BMW added its latest control regime for driving modes (which is marshalled via a grid-style touchscreen menu for its various suspension, steering, engine, driveline and electronic governance settings) as part of the M5’s mid-life facelift in 2020.
There’s a lot of choice to contend with among all of the options for configuration, needless to say. But your chances of finding and accessing particular combinations of settings that are to your taste, and that seem to prepare the car ideally for particular types of roads, weather conditions or styles of driving, are boosted enormously by BMW’s ‘M1’ and ‘M2’ toggle switches on the steering wheel hub.
You use these not only to save particular combinations of settings (with one long press), but also to dial them back up again really quickly and easily when you need it (with two short presses).
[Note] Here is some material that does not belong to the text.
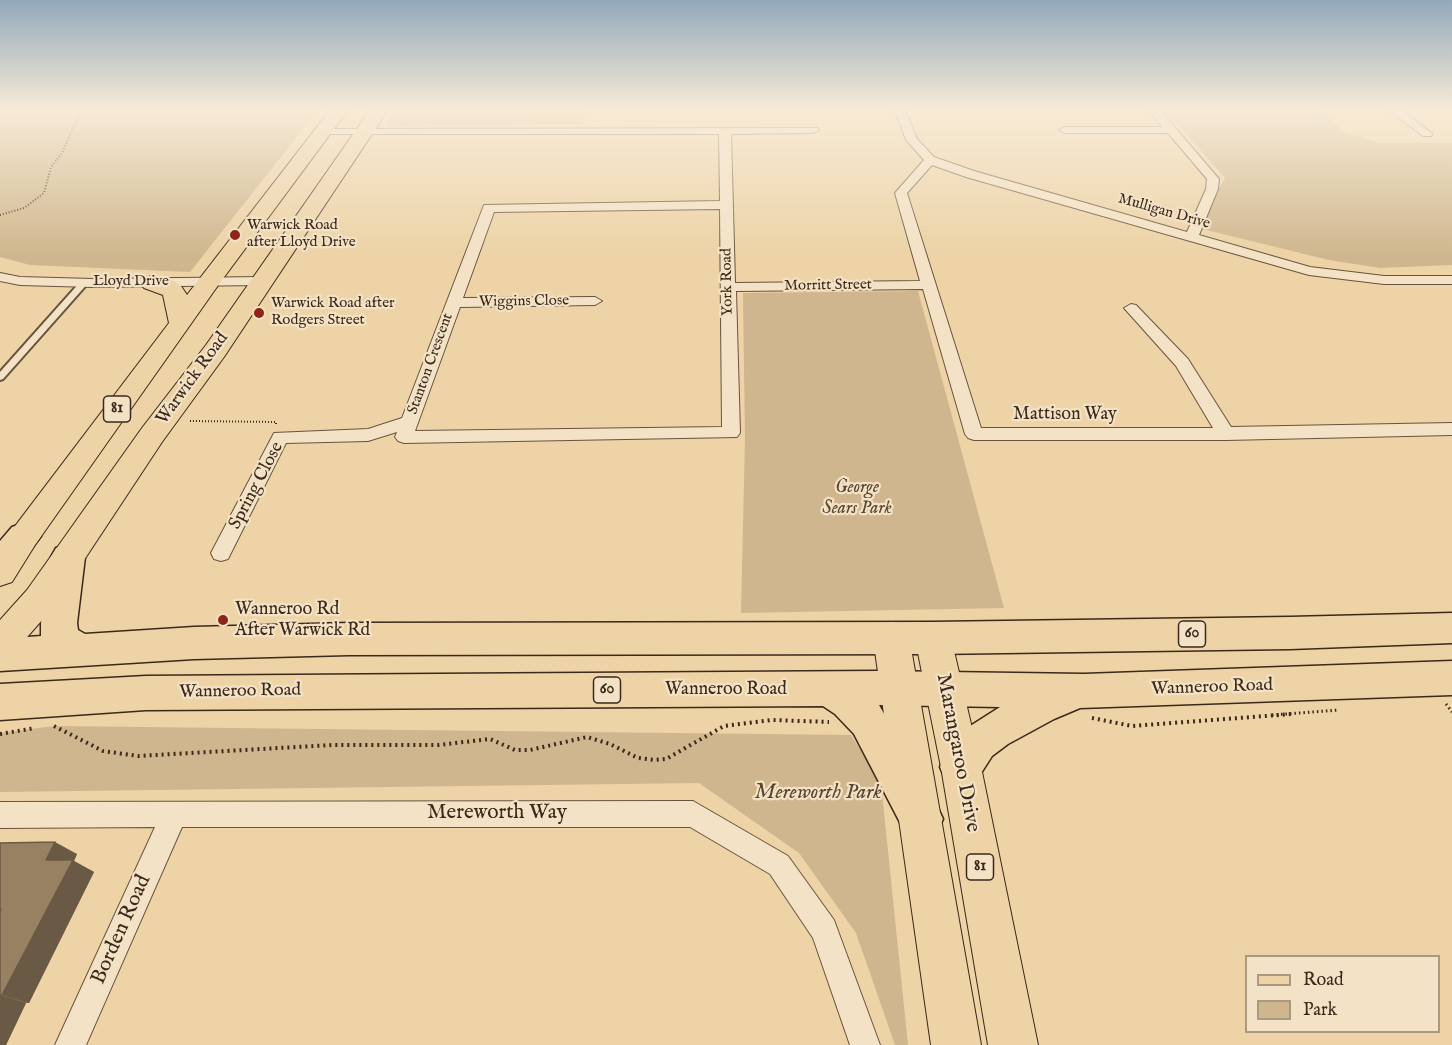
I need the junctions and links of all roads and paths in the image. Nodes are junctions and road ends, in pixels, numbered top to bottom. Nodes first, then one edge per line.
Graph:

And being able to do that feels like gradually bringing to heel the complexity of the car’s driving experience, and refining the character you want from the car, in a way that few of BMW’s rivals have yet mastered.
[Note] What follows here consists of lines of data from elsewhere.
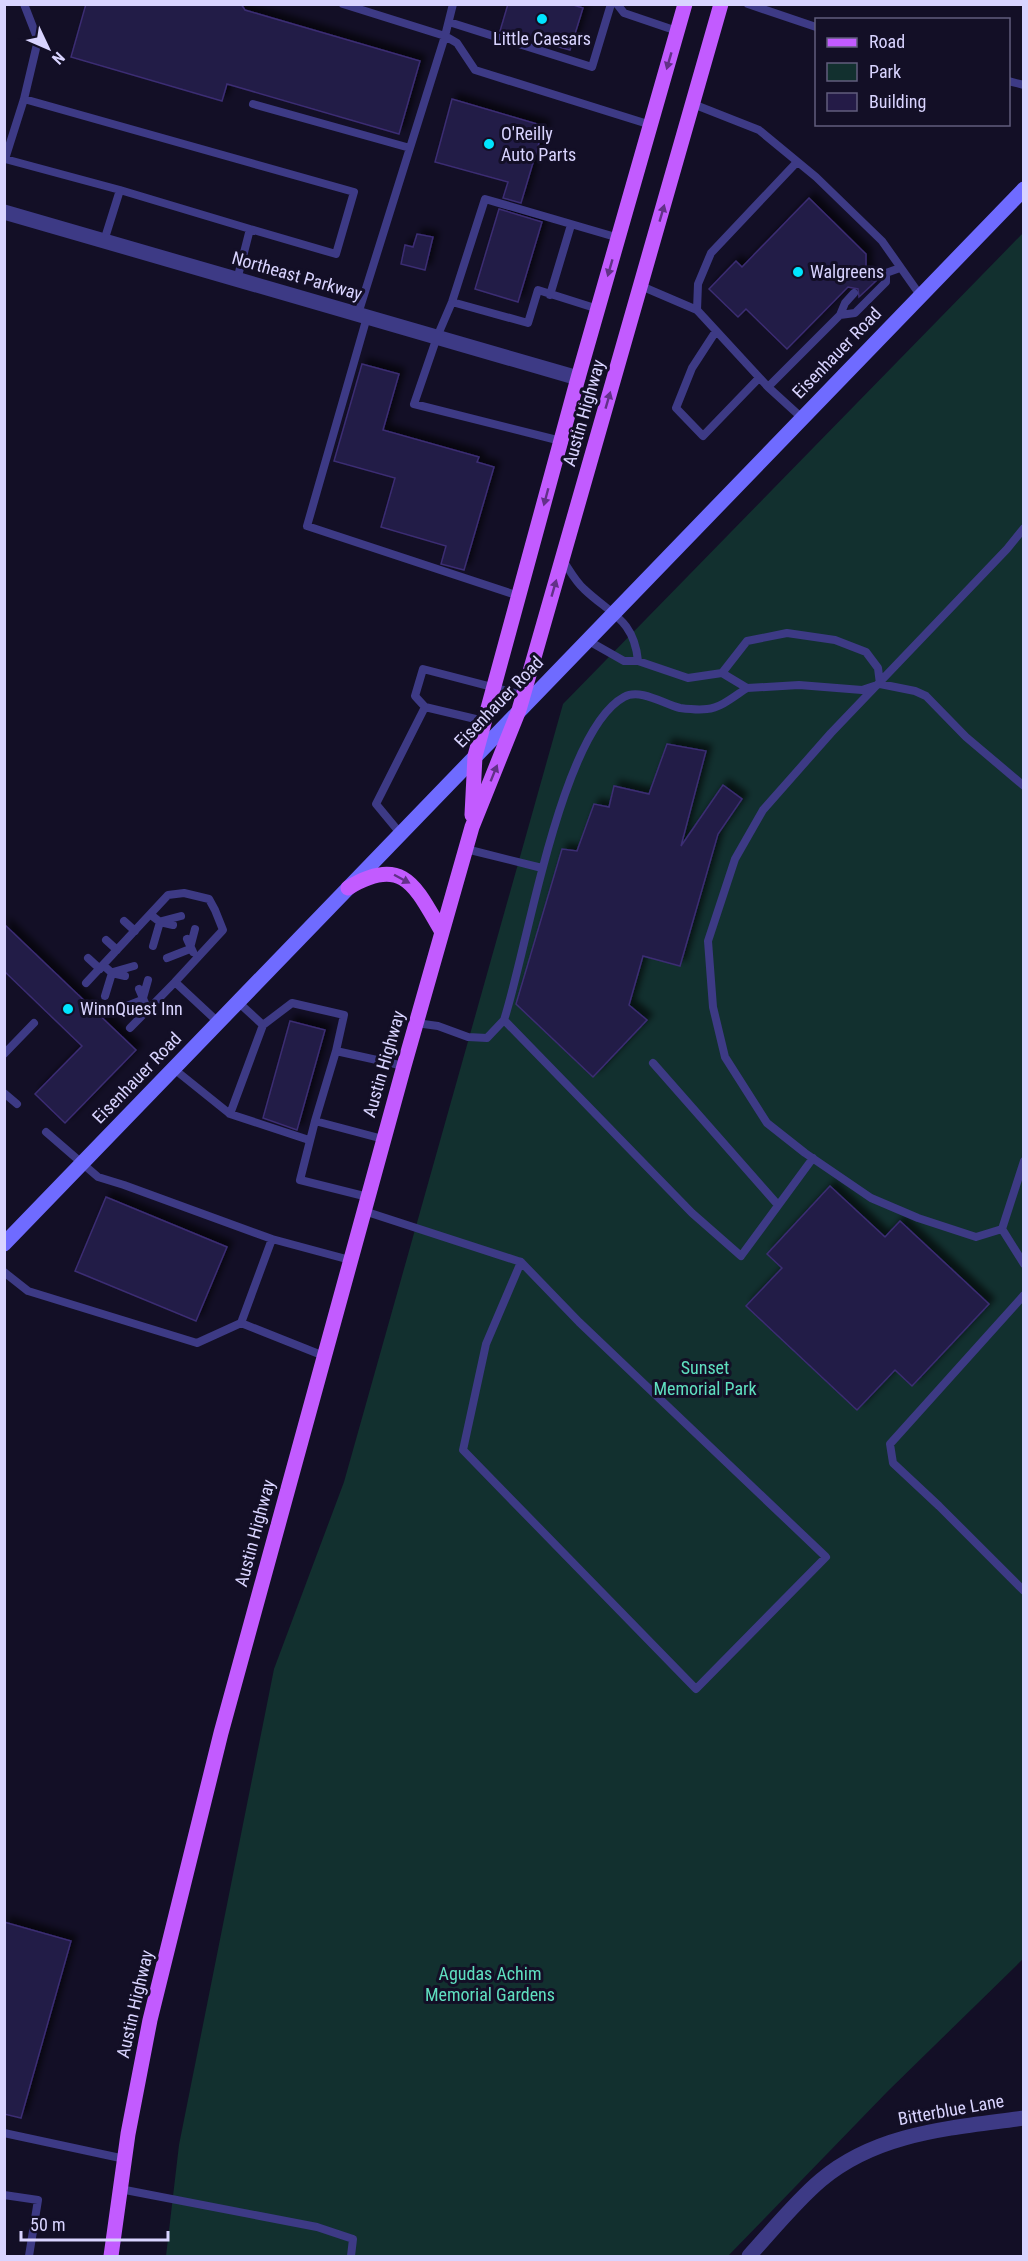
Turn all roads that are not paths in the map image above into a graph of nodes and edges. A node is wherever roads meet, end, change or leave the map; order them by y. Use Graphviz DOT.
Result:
graph roads {
  1 [pos="24,4"];
  2 [pos="343,4"];
  3 [pos="453,4"];
  4 [pos="611,4"];
  5 [pos="617,4"];
  6 [pos="686,4"];
  7 [pos="721,4"];
  8 [pos="748,4"];
  9 [pos="768,8"];
  10 [pos="448,22"];
  11 [pos="815,27"];
  12 [pos="678,31"];
  13 [pos="445,36"];
  14 [pos="24,99"];
  15 [pos="253,104"];
  16 [pos="693,104"];
  17 [pos="651,125"];
  18 [pos="410,148"];
  19 [pos="797,162"];
  20 [pos="1023,189"];
  21 [pos="120,190"];
  22 [pos="4,212"];
  23 [pos="571,225"];
  24 [pos="250,229"];
  25 [pos="618,238"];
  26 [pos="104,241"];
  27 [pos="900,268"];
  28 [pos="886,273"];
  29 [pos="873,275"];
  30 [pos="237,279"];
  31 [pos="640,286"];
  32 [pos="854,293"];
  33 [pos="550,294"];
  34 [pos="920,295"];
  35 [pos="452,302"];
  36 [pos="598,309"];
  37 [pos="696,310"];
  38 [pos="840,315"];
  39 [pos="363,316"];
  40 [pos="716,331"];
  41 [pos="437,337"];
  42 [pos="578,378"];
  43 [pos="759,378"];
  44 [pos="768,387"];
  45 [pos="802,418"];
  46 [pos="561,441"];
  47 [pos="1023,528"];
  48 [pos="562,559"];
  49 [pos="519,596"];
  50 [pos="614,612"];
  51 [pos="587,640"];
  52 [pos="638,661"];
  53 [pos="722,672"];
  54 [pos="880,684"];
  55 [pos="494,688"];
  56 [pos="747,688"];
  57 [pos="521,702"];
  58 [pos="425,707"];
  59 [pos="484,721"];
  60 [pos="475,756"];
  61 [pos="1023,786"];
  62 [pos="472,827"];
  63 [pos="400,833"];
  64 [pos="466,849"];
  65 [pos="542,868"];
  66 [pos="348,888"];
  67 [pos="151,915"];
  68 [pos="181,916"];
  69 [pos="124,921"];
  70 [pos="160,922"];
  71 [pos="173,925"];
  72 [pos="195,929"];
  73 [pos="135,931"];
  74 [pos="442,932"];
  75 [pos="162,935"];
  76 [pos="187,939"];
  77 [pos="106,940"];
  78 [pos="153,946"];
  79 [pos="177,948"];
  80 [pos="190,949"];
  81 [pos="117,950"];
  82 [pos="198,957"];
  83 [pos="88,958"];
  84 [pos="167,958"];
  85 [pos="134,966"];
  86 [pos="102,967"];
  87 [pos="112,973"];
  88 [pos="125,976"];
  89 [pos="148,980"];
  90 [pos="175,982"];
  91 [pos="86,983"];
  92 [pos="114,986"];
  93 [pos="139,989"];
  94 [pos="105,996"];
  95 [pos="129,999"];
  96 [pos="142,1000"];
  97 [pos="238,1002"];
  98 [pos="150,1008"];
  99 [pos="119,1009"];
  100 [pos="504,1020"];
  101 [pos="218,1022"];
  102 [pos="34,1023"];
  103 [pos="416,1023"];
  104 [pos="263,1026"];
  105 [pos="130,1028"];
  106 [pos="336,1051"];
  107 [pos="4,1054"];
  108 [pos="654,1063"];
  109 [pos="404,1066"];
  110 [pos="174,1069"];
  111 [pos="4,1093"];
  112 [pos="17,1104"];
  113 [pos="230,1114"];
  114 [pos="315,1120"];
  115 [pos="46,1132"];
  116 [pos="383,1139"];
  117 [pos="309,1140"];
  118 [pos="813,1158"];
  119 [pos="1023,1161"];
  120 [pos="82,1164"];
  121 [pos="366,1204"];
  122 [pos="778,1205"];
  123 [pos="1002,1229"];
  124 [pos="272,1239"];
  125 [pos="4,1244"];
  126 [pos="350,1260"];
  127 [pos="521,1262"];
  128 [pos="1023,1264"];
  129 [pos="4,1272"];
  130 [pos="1023,1295"];
  131 [pos="242,1323"];
  132 [pos="324,1356"];
  133 [pos="1023,1591"];
  134 [pos="1023,2118"];
  135 [pos="4,2133"];
  136 [pos="125,2159"];
  137 [pos="120,2189"];
  138 [pos="4,2195"];
  139 [pos="29,2256"];
  140 [pos="111,2256"];
  141 [pos="351,2256"];
  142 [pos="748,2256"];
  1 -- 14 [label="lane"];
  2 -- 13 [label="lane"];
  3 -- 10 [label="lane"];
  4 -- 10 [label="lane"];
  5 -- 12 [label="lane"];
  6 -- 12 [label="main road, Austin Highway"];
  7 -- 16 [label="main road, Austin Highway"];
  8 -- 9 [label="lane"];
  9 -- 11 [label="lane"];
  10 -- 13 [label="lane"];
  12 -- 17 [label="main road, Austin Highway, one-way"];
  13 -- 17 [label="lane"];
  13 -- 18 [label="lane"];
  14 -- 21 [label="lane"];
  14 -- 24 [label="lane"];
  15 -- 18 [label="lane"];
  16 -- 19 [label="lane"];
  31 -- 16 [label="main road, Austin Highway, one-way"];
  17 -- 25 [label="main road, Austin Highway"];
  18 -- 39 [label="lane"];
  19 -- 27 [label="lane"];
  19 -- 37 [label="lane"];
  20 -- 34 [label="main road, Eisenhauer Road"];
  21 -- 24 [label="lane"];
  21 -- 26 [label="lane"];
  22 -- 26 [label="street, Northeast Parkway"];
  23 -- 25 [label="lane"];
  23 -- 33 [label="lane"];
  23 -- 35 [label="lane"];
  24 -- 30 [label="lane"];
  25 -- 36 [label="main road, Austin Highway, one-way"];
  26 -- 30 [label="street, Northeast Parkway"];
  27 -- 28 [label="lane"];
  27 -- 34 [label="lane"];
  28 -- 29 [label="lane"];
  28 -- 38 [label="lane"];
  30 -- 39 [label="street, Northeast Parkway"];
  31 -- 37 [label="lane"];
  48 -- 31 [label="main road, Austin Highway, one-way"];
  32 -- 38 [label="lane"];
  33 -- 35 [label="lane"];
  33 -- 36 [label="lane"];
  34 -- 45 [label="main road, Eisenhauer Road"];
  35 -- 41 [label="lane"];
  36 -- 42 [label="main road, Austin Highway"];
  37 -- 40 [label="lane"];
  38 -- 44 [label="lane"];
  39 -- 41 [label="street, Northeast Parkway"];
  39 -- 49 [label="lane"];
  40 -- 43 [label="lane"];
  40 -- 43 [label="lane"];
  41 -- 42 [label="street, Northeast Parkway"];
  41 -- 46 [label="lane"];
  42 -- 46 [label="main road, Austin Highway"];
  43 -- 44 [label="lane"];
  44 -- 45 [label="lane"];
  45 -- 50 [label="main road, Eisenhauer Road"];
  46 -- 49 [label="main road, Austin Highway, one-way"];
  47 -- 54 [label="lane"];
  48 -- 50 [label="lane"];
  57 -- 48 [label="main road, Austin Highway, one-way"];
  49 -- 55 [label="main road, Austin Highway"];
  50 -- 51 [label="main road, Eisenhauer Road"];
  50 -- 52 [label="lane"];
  51 -- 52 [label="lane"];
  51 -- 57 [label="main road, Eisenhauer Road"];
  52 -- 53 [label="lane"];
  53 -- 54 [label="lane"];
  53 -- 56 [label="lane"];
  54 -- 56 [label="lane"];
  54 -- 61 [label="lane"];
  54 -- 118 [label="lane"];
  55 -- 57 [label="lane"];
  55 -- 58 [label="lane"];
  55 -- 59 [label="main road, Austin Highway"];
  56 -- 65 [label="lane"];
  57 -- 60 [label="main road, Eisenhauer Road"];
  62 -- 57 [label="main road, Austin Highway, one-way"];
  58 -- 59 [label="lane"];
  58 -- 63 [label="lane"];
  59 -- 60 [label="main road, Austin Highway"];
  60 -- 62 [label="main road, Austin Highway"];
  60 -- 63 [label="main road, Eisenhauer Road"];
  62 -- 64 [label="main road, Austin Highway"];
  63 -- 66 [label="main road, Eisenhauer Road"];
  64 -- 65 [label="lane"];
  64 -- 74 [label="main road, Austin Highway"];
  65 -- 100 [label="lane"];
  66 -- 74 [label="main road, one-way"];
  66 -- 97 [label="main road, Eisenhauer Road"];
  67 -- 70 [label="lane"];
  67 -- 73 [label="lane"];
  67 -- 82 [label="lane"];
  68 -- 70 [label="lane"];
  69 -- 73 [label="lane"];
  70 -- 71 [label="lane"];
  70 -- 75 [label="lane"];
  70 -- 78 [label="lane"];
  72 -- 80 [label="lane"];
  73 -- 81 [label="lane"];
  74 -- 103 [label="main road, Austin Highway"];
  76 -- 80 [label="lane"];
  77 -- 81 [label="lane"];
  79 -- 80 [label="lane"];
  80 -- 82 [label="lane"];
  80 -- 84 [label="lane"];
  81 -- 86 [label="lane"];
  82 -- 90 [label="lane"];
  83 -- 86 [label="lane"];
  85 -- 87 [label="lane"];
  86 -- 87 [label="lane"];
  86 -- 91 [label="lane"];
  87 -- 88 [label="lane"];
  87 -- 92 [label="lane"];
  87 -- 94 [label="lane"];
  89 -- 96 [label="lane"];
  90 -- 98 [label="lane"];
  90 -- 101 [label="lane"];
  93 -- 96 [label="lane"];
  95 -- 96 [label="lane"];
  96 -- 98 [label="lane"];
  96 -- 99 [label="lane"];
  97 -- 101 [label="main road, Eisenhauer Road"];
  97 -- 104 [label="lane"];
  98 -- 105 [label="lane"];
  100 -- 103 [label="lane"];
  100 -- 122 [label="lane"];
  101 -- 110 [label="main road, Eisenhauer Road"];
  102 -- 107 [label="lane"];
  103 -- 109 [label="main road, Austin Highway"];
  104 -- 106 [label="lane"];
  104 -- 113 [label="lane"];
  106 -- 109 [label="lane"];
  106 -- 114 [label="lane"];
  108 -- 122 [label="lane"];
  109 -- 116 [label="main road, Austin Highway"];
  110 -- 113 [label="lane"];
  110 -- 120 [label="main road, Eisenhauer Road"];
  111 -- 112 [label="lane"];
  113 -- 117 [label="lane"];
  114 -- 116 [label="lane"];
  114 -- 117 [label="lane"];
  115 -- 120 [label="lane"];
  116 -- 121 [label="main road, Austin Highway"];
  117 -- 121 [label="lane"];
  118 -- 122 [label="lane"];
  118 -- 123 [label="lane"];
  119 -- 123 [label="lane"];
  120 -- 124 [label="lane"];
  120 -- 125 [label="main road, Eisenhauer Road"];
  121 -- 126 [label="main road, Austin Highway"];
  121 -- 127 [label="lane"];
  123 -- 128 [label="lane"];
  124 -- 126 [label="lane"];
  124 -- 131 [label="lane"];
  126 -- 132 [label="main road, Austin Highway"];
  127 -- 127 [label="lane"];
  129 -- 131 [label="lane"];
  130 -- 133 [label="lane"];
  131 -- 132 [label="lane"];
  132 -- 136 [label="main road, Austin Highway"];
  134 -- 142 [label="street, Bitterblue Lane"];
  135 -- 136 [label="lane"];
  136 -- 137 [label="main road, Austin Highway"];
  137 -- 140 [label="main road, Austin Highway"];
  137 -- 141 [label="lane"];
  138 -- 139 [label="lane"];
}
It helps, of course, that there is simply more to enjoy about this M5 than there has been about its F90 predecessor models. The CS’s suspension specification conjures much smoother and more settled vertical body control for it than a regular M5 Competition has.
Despite having less wheel travel than other M5s, the CS rides with more compliance and dexterity over bumps when you leave the dampers in their softest setting, staying level and composed over B-roads that would have made the regular car an excitable, hyperactive tussle.